The expected reply is all of the data, returned exactly.

= Beginning of Section =

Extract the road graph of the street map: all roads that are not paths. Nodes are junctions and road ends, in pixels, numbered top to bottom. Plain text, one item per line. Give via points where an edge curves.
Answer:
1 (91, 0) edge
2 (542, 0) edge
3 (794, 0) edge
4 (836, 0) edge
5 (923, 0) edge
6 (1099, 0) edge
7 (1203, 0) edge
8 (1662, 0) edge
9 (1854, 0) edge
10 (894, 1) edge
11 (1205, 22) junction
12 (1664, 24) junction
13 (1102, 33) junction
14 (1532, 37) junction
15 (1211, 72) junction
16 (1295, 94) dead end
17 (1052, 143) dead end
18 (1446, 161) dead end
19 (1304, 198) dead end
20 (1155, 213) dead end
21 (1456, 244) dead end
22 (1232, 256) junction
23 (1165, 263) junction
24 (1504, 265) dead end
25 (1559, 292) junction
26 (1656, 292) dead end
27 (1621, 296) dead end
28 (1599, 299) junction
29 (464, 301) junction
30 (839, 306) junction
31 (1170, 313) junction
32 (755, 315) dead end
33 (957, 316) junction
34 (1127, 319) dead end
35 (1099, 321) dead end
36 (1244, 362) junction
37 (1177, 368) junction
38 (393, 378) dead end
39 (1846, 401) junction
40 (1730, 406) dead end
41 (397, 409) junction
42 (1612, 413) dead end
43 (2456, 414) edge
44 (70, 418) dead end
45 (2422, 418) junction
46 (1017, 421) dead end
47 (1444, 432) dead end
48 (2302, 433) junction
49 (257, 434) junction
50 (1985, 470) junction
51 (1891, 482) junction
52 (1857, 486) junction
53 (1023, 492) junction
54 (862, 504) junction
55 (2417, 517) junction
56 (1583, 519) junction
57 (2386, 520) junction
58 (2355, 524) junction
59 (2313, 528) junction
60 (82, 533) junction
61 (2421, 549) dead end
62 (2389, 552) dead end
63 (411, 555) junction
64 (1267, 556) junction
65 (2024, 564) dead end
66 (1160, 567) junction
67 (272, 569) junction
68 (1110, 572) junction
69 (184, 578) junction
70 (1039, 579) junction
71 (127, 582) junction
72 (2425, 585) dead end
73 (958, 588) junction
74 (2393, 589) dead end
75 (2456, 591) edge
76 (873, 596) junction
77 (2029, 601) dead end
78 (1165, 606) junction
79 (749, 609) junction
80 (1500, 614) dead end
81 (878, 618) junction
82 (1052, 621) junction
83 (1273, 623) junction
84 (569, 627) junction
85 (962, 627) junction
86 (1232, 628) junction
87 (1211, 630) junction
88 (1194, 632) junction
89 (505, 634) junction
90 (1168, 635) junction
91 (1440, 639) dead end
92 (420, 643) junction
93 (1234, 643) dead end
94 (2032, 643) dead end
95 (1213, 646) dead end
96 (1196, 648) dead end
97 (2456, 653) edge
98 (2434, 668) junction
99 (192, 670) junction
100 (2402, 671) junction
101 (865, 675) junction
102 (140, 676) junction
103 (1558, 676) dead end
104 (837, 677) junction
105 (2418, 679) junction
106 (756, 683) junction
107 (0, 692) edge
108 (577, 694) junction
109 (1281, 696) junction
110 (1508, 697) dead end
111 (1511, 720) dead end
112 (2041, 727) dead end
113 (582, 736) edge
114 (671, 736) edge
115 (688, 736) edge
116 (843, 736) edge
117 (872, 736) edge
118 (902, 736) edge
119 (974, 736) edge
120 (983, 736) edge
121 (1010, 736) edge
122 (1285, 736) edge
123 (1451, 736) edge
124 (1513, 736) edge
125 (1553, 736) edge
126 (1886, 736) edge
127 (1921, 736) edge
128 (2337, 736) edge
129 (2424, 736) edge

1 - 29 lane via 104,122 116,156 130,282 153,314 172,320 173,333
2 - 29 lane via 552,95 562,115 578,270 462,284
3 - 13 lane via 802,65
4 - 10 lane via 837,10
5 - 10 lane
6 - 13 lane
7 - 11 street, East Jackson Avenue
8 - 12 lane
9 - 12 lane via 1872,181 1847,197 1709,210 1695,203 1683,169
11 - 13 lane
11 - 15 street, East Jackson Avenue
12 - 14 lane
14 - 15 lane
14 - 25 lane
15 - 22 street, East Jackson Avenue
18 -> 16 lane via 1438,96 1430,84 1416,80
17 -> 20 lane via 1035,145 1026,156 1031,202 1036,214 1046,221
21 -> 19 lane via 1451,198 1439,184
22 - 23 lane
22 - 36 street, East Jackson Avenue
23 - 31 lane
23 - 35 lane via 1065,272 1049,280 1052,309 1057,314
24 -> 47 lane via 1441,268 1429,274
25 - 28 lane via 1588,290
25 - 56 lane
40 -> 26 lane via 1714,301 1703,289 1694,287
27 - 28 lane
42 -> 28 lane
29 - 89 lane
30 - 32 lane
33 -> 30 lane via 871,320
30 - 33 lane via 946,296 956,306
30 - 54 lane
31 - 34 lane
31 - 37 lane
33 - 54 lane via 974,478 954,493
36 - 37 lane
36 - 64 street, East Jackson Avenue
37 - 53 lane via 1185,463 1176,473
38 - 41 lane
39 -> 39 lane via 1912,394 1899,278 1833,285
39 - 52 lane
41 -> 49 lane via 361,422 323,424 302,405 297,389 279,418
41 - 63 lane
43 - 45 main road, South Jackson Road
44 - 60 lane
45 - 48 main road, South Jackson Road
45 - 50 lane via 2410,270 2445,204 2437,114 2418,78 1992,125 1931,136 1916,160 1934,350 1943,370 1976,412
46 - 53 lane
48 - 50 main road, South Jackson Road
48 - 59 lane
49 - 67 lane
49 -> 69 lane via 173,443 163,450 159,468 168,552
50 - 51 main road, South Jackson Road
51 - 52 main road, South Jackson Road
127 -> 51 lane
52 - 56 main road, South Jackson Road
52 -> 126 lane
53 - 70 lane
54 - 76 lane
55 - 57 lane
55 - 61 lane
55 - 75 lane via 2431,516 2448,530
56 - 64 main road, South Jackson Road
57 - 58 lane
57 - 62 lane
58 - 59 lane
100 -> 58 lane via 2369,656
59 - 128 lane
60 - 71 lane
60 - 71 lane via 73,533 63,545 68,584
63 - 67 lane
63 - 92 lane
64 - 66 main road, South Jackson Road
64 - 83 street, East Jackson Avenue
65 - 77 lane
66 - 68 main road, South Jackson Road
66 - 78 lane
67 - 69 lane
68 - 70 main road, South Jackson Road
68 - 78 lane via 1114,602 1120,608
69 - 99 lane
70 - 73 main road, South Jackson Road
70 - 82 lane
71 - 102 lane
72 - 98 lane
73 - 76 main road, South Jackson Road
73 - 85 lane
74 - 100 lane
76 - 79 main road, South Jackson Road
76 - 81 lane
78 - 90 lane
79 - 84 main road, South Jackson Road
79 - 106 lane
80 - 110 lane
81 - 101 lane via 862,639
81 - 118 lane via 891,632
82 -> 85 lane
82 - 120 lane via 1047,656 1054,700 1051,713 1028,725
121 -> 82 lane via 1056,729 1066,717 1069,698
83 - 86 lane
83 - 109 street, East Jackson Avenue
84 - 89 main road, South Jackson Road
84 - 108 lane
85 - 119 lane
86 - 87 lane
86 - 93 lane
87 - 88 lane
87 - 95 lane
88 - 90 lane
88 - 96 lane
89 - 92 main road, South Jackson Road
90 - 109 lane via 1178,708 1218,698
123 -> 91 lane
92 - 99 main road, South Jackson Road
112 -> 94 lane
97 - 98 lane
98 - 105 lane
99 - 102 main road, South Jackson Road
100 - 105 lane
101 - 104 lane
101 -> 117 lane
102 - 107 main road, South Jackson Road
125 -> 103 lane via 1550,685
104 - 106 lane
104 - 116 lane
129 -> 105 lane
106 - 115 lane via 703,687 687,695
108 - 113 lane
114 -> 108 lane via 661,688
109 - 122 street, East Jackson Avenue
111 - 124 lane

= End of Section =

> **ANSWER FOR THIS EXERCISE**
Extract the road graph of the street map: all roads that are not paths. Nodes are junctions and road ends, in pixels, numbered top to bottom. Plain text, one item per line. Give via points where an edge curves.
Answer:
1 (91, 0) edge
2 (542, 0) edge
3 (794, 0) edge
4 (836, 0) edge
5 (923, 0) edge
6 (1099, 0) edge
7 (1203, 0) edge
8 (1662, 0) edge
9 (1854, 0) edge
10 (894, 1) edge
11 (1205, 22) junction
12 (1664, 24) junction
13 (1102, 33) junction
14 (1532, 37) junction
15 (1211, 72) junction
16 (1295, 94) dead end
17 (1052, 143) dead end
18 (1446, 161) dead end
19 (1304, 198) dead end
20 (1155, 213) dead end
21 (1456, 244) dead end
22 (1232, 256) junction
23 (1165, 263) junction
24 (1504, 265) dead end
25 (1559, 292) junction
26 (1656, 292) dead end
27 (1621, 296) dead end
28 (1599, 299) junction
29 (464, 301) junction
30 (839, 306) junction
31 (1170, 313) junction
32 (755, 315) dead end
33 (957, 316) junction
34 (1127, 319) dead end
35 (1099, 321) dead end
36 (1244, 362) junction
37 (1177, 368) junction
38 (393, 378) dead end
39 (1846, 401) junction
40 (1730, 406) dead end
41 (397, 409) junction
42 (1612, 413) dead end
43 (2456, 414) edge
44 (70, 418) dead end
45 (2422, 418) junction
46 (1017, 421) dead end
47 (1444, 432) dead end
48 (2302, 433) junction
49 (257, 434) junction
50 (1985, 470) junction
51 (1891, 482) junction
52 (1857, 486) junction
53 (1023, 492) junction
54 (862, 504) junction
55 (2417, 517) junction
56 (1583, 519) junction
57 (2386, 520) junction
58 (2355, 524) junction
59 (2313, 528) junction
60 (82, 533) junction
61 (2421, 549) dead end
62 (2389, 552) dead end
63 (411, 555) junction
64 (1267, 556) junction
65 (2024, 564) dead end
66 (1160, 567) junction
67 (272, 569) junction
68 (1110, 572) junction
69 (184, 578) junction
70 (1039, 579) junction
71 (127, 582) junction
72 (2425, 585) dead end
73 (958, 588) junction
74 (2393, 589) dead end
75 (2456, 591) edge
76 (873, 596) junction
77 (2029, 601) dead end
78 (1165, 606) junction
79 (749, 609) junction
80 (1500, 614) dead end
81 (878, 618) junction
82 (1052, 621) junction
83 (1273, 623) junction
84 (569, 627) junction
85 (962, 627) junction
86 (1232, 628) junction
87 (1211, 630) junction
88 (1194, 632) junction
89 (505, 634) junction
90 (1168, 635) junction
91 (1440, 639) dead end
92 (420, 643) junction
93 (1234, 643) dead end
94 (2032, 643) dead end
95 (1213, 646) dead end
96 (1196, 648) dead end
97 (2456, 653) edge
98 (2434, 668) junction
99 (192, 670) junction
100 (2402, 671) junction
101 (865, 675) junction
102 (140, 676) junction
103 (1558, 676) dead end
104 (837, 677) junction
105 (2418, 679) junction
106 (756, 683) junction
107 (0, 692) edge
108 (577, 694) junction
109 (1281, 696) junction
110 (1508, 697) dead end
111 (1511, 720) dead end
112 (2041, 727) dead end
113 (582, 736) edge
114 (671, 736) edge
115 (688, 736) edge
116 (843, 736) edge
117 (872, 736) edge
118 (902, 736) edge
119 (974, 736) edge
120 (983, 736) edge
121 (1010, 736) edge
122 (1285, 736) edge
123 (1451, 736) edge
124 (1513, 736) edge
125 (1553, 736) edge
126 (1886, 736) edge
127 (1921, 736) edge
128 (2337, 736) edge
129 (2424, 736) edge

1 - 29 lane via 104,122 116,156 130,282 153,314 172,320 173,333
2 - 29 lane via 552,95 562,115 578,270 462,284
3 - 13 lane via 802,65
4 - 10 lane via 837,10
5 - 10 lane
6 - 13 lane
7 - 11 street, East Jackson Avenue
8 - 12 lane
9 - 12 lane via 1872,181 1847,197 1709,210 1695,203 1683,169
11 - 13 lane
11 - 15 street, East Jackson Avenue
12 - 14 lane
14 - 15 lane
14 - 25 lane
15 - 22 street, East Jackson Avenue
18 -> 16 lane via 1438,96 1430,84 1416,80
17 -> 20 lane via 1035,145 1026,156 1031,202 1036,214 1046,221
21 -> 19 lane via 1451,198 1439,184
22 - 23 lane
22 - 36 street, East Jackson Avenue
23 - 31 lane
23 - 35 lane via 1065,272 1049,280 1052,309 1057,314
24 -> 47 lane via 1441,268 1429,274
25 - 28 lane via 1588,290
25 - 56 lane
40 -> 26 lane via 1714,301 1703,289 1694,287
27 - 28 lane
42 -> 28 lane
29 - 89 lane
30 - 32 lane
33 -> 30 lane via 871,320
30 - 33 lane via 946,296 956,306
30 - 54 lane
31 - 34 lane
31 - 37 lane
33 - 54 lane via 974,478 954,493
36 - 37 lane
36 - 64 street, East Jackson Avenue
37 - 53 lane via 1185,463 1176,473
38 - 41 lane
39 -> 39 lane via 1912,394 1899,278 1833,285
39 - 52 lane
41 -> 49 lane via 361,422 323,424 302,405 297,389 279,418
41 - 63 lane
43 - 45 main road, South Jackson Road
44 - 60 lane
45 - 48 main road, South Jackson Road
45 - 50 lane via 2410,270 2445,204 2437,114 2418,78 1992,125 1931,136 1916,160 1934,350 1943,370 1976,412
46 - 53 lane
48 - 50 main road, South Jackson Road
48 - 59 lane
49 - 67 lane
49 -> 69 lane via 173,443 163,450 159,468 168,552
50 - 51 main road, South Jackson Road
51 - 52 main road, South Jackson Road
127 -> 51 lane
52 - 56 main road, South Jackson Road
52 -> 126 lane
53 - 70 lane
54 - 76 lane
55 - 57 lane
55 - 61 lane
55 - 75 lane via 2431,516 2448,530
56 - 64 main road, South Jackson Road
57 - 58 lane
57 - 62 lane
58 - 59 lane
100 -> 58 lane via 2369,656
59 - 128 lane
60 - 71 lane
60 - 71 lane via 73,533 63,545 68,584
63 - 67 lane
63 - 92 lane
64 - 66 main road, South Jackson Road
64 - 83 street, East Jackson Avenue
65 - 77 lane
66 - 68 main road, South Jackson Road
66 - 78 lane
67 - 69 lane
68 - 70 main road, South Jackson Road
68 - 78 lane via 1114,602 1120,608
69 - 99 lane
70 - 73 main road, South Jackson Road
70 - 82 lane
71 - 102 lane
72 - 98 lane
73 - 76 main road, South Jackson Road
73 - 85 lane
74 - 100 lane
76 - 79 main road, South Jackson Road
76 - 81 lane
78 - 90 lane
79 - 84 main road, South Jackson Road
79 - 106 lane
80 - 110 lane
81 - 101 lane via 862,639
81 - 118 lane via 891,632
82 -> 85 lane
82 - 120 lane via 1047,656 1054,700 1051,713 1028,725
121 -> 82 lane via 1056,729 1066,717 1069,698
83 - 86 lane
83 - 109 street, East Jackson Avenue
84 - 89 main road, South Jackson Road
84 - 108 lane
85 - 119 lane
86 - 87 lane
86 - 93 lane
87 - 88 lane
87 - 95 lane
88 - 90 lane
88 - 96 lane
89 - 92 main road, South Jackson Road
90 - 109 lane via 1178,708 1218,698
123 -> 91 lane
92 - 99 main road, South Jackson Road
112 -> 94 lane
97 - 98 lane
98 - 105 lane
99 - 102 main road, South Jackson Road
100 - 105 lane
101 - 104 lane
101 -> 117 lane
102 - 107 main road, South Jackson Road
125 -> 103 lane via 1550,685
104 - 106 lane
104 - 116 lane
129 -> 105 lane
106 - 115 lane via 703,687 687,695
108 - 113 lane
114 -> 108 lane via 661,688
109 - 122 street, East Jackson Avenue
111 - 124 lane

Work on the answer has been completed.